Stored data
━━━━━━━━━━━━━━━━━━━━

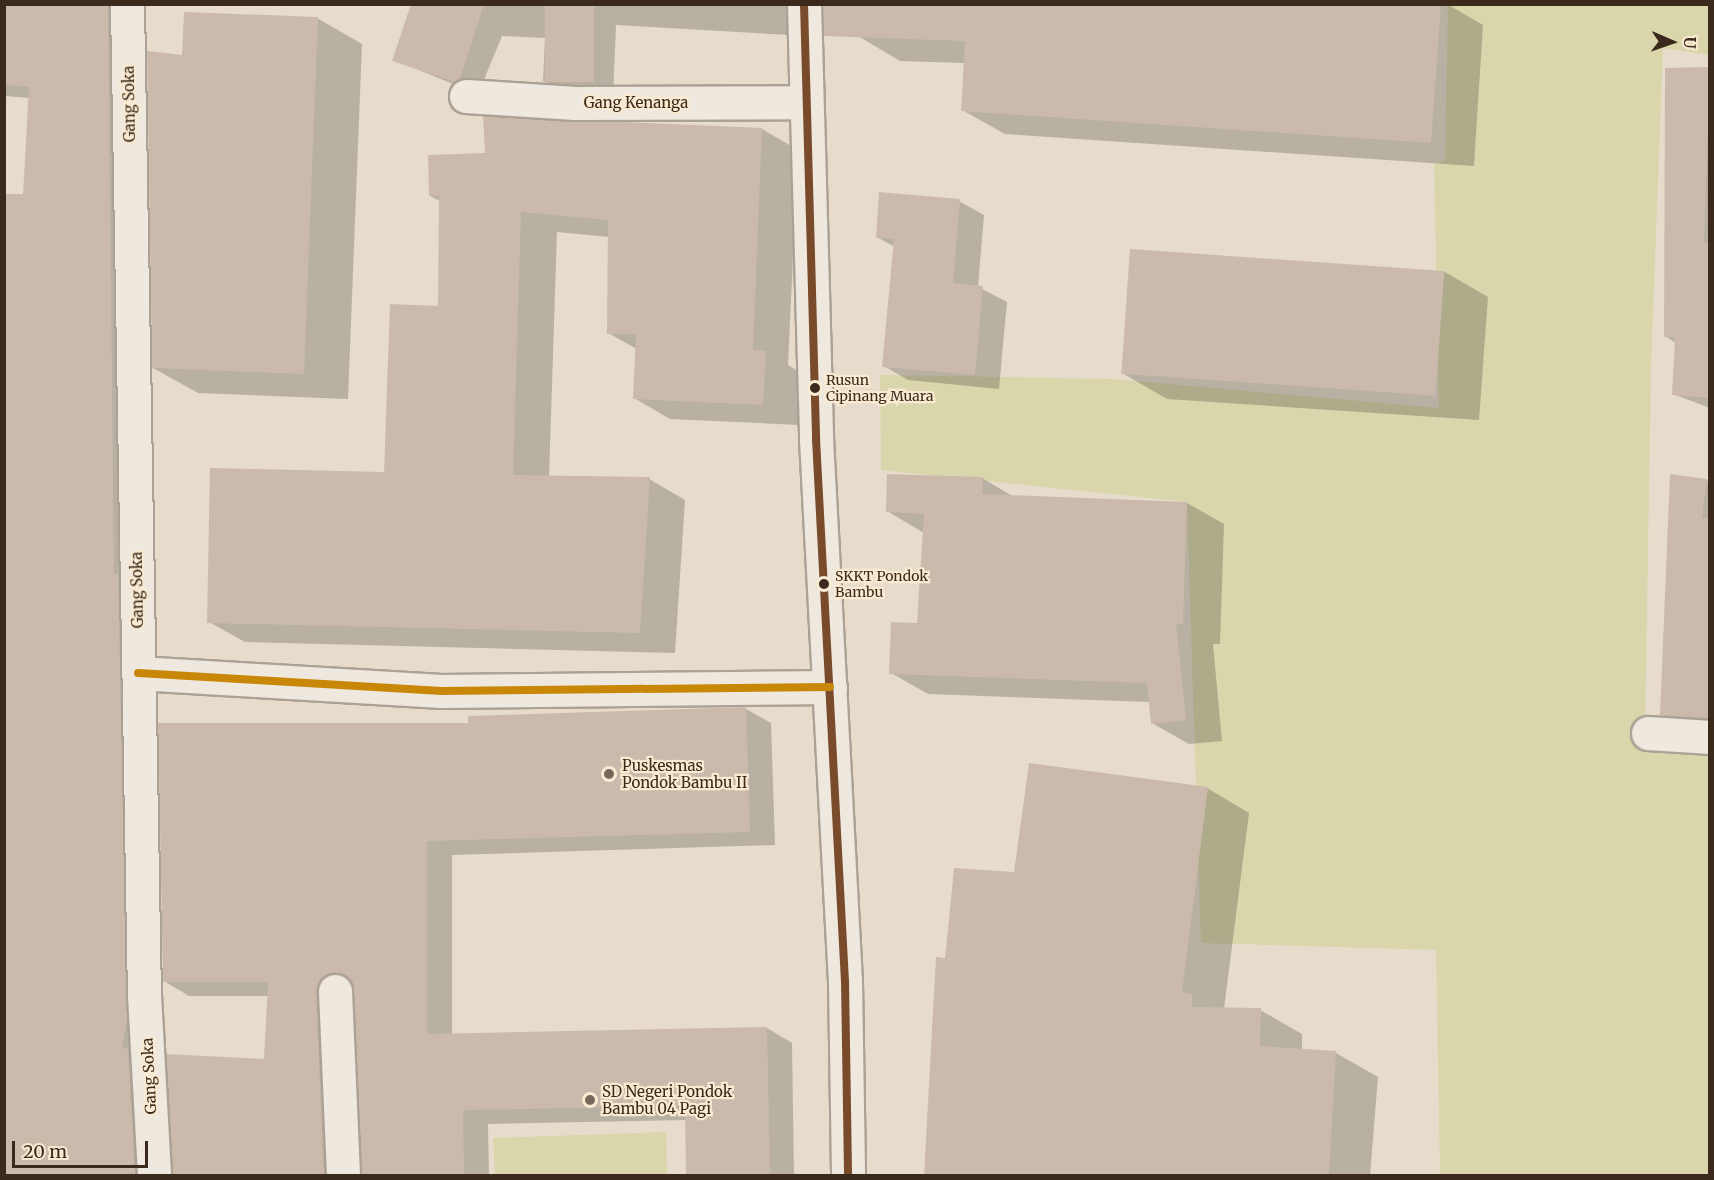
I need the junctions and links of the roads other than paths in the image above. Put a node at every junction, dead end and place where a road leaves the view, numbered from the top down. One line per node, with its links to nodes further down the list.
1 (127, 4): 5 (street, Gang Soka)
2 (804, 4): 4 (street)
3 (466, 96): 4 (street, Gang Kenanga)
4 (806, 102): 6 (street)
5 (138, 673): 6 (street); 10 (street, Gang Soka)
6 (830, 687): 12 (street)
7 (1648, 734): 8 (street)
8 (1710, 737)
9 (335, 991): 11 (street)
10 (154, 1176)
11 (343, 1176)
12 (848, 1176)

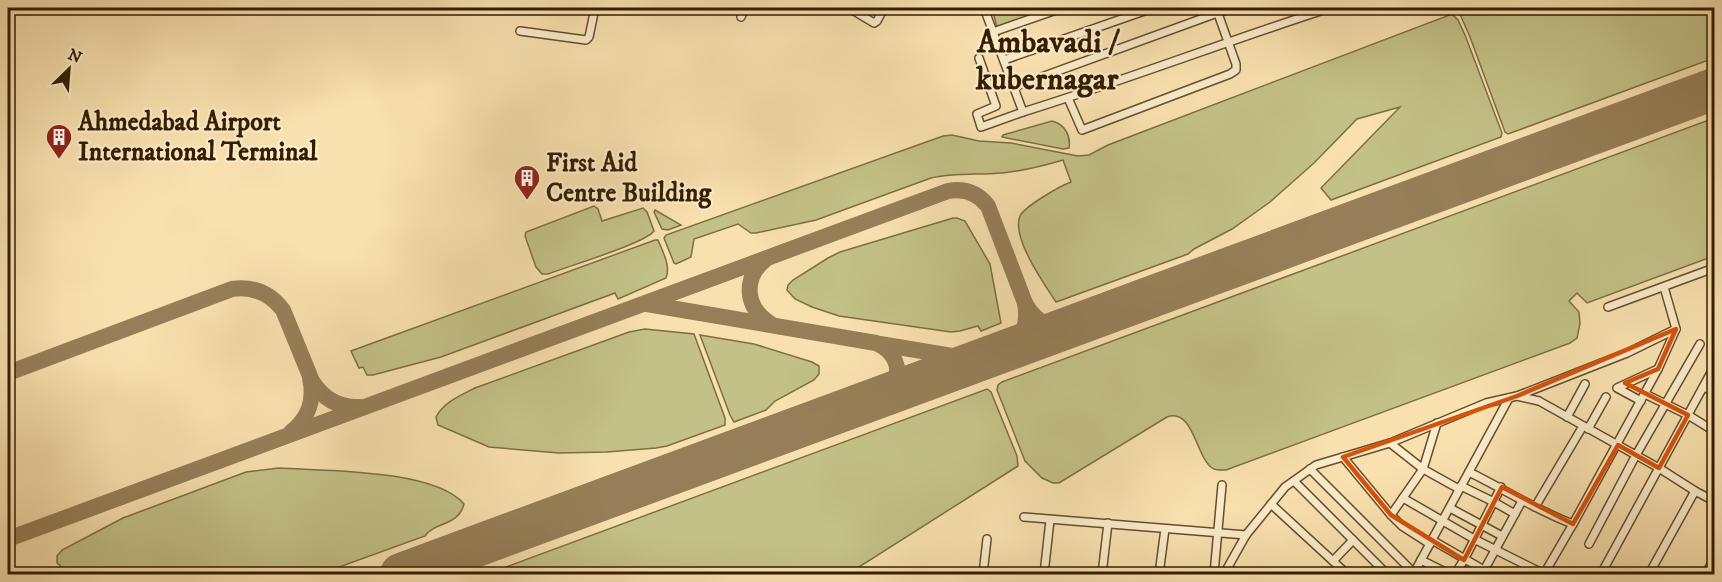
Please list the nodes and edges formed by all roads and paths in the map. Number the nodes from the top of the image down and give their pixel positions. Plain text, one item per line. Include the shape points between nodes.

━━━━━━━━━━━━━━━━━━━━

**Directions:**
A verbatim printout of the entries above is expected, free of pictures.

**Answer for this exercise:**
I need the junctions and links of the roads other than paths in the image above. Put a node at every junction, dead end and place where a road leaves the view, numbered from the top down. One line per node, with its links to nodes further down the list.
1 (127, 4): 5 (street, Gang Soka)
2 (804, 4): 4 (street)
3 (466, 96): 4 (street, Gang Kenanga)
4 (806, 102): 6 (street)
5 (138, 673): 6 (street); 10 (street, Gang Soka)
6 (830, 687): 12 (street)
7 (1648, 734): 8 (street)
8 (1710, 737)
9 (335, 991): 11 (street)
10 (154, 1176)
11 (343, 1176)
12 (848, 1176)

Please list the nodes and edges formed by all roads and paths in the map. Number the nodes from the top of the image down and give their pixel positions. Plain text, one item per line. Include the shape points between nodes.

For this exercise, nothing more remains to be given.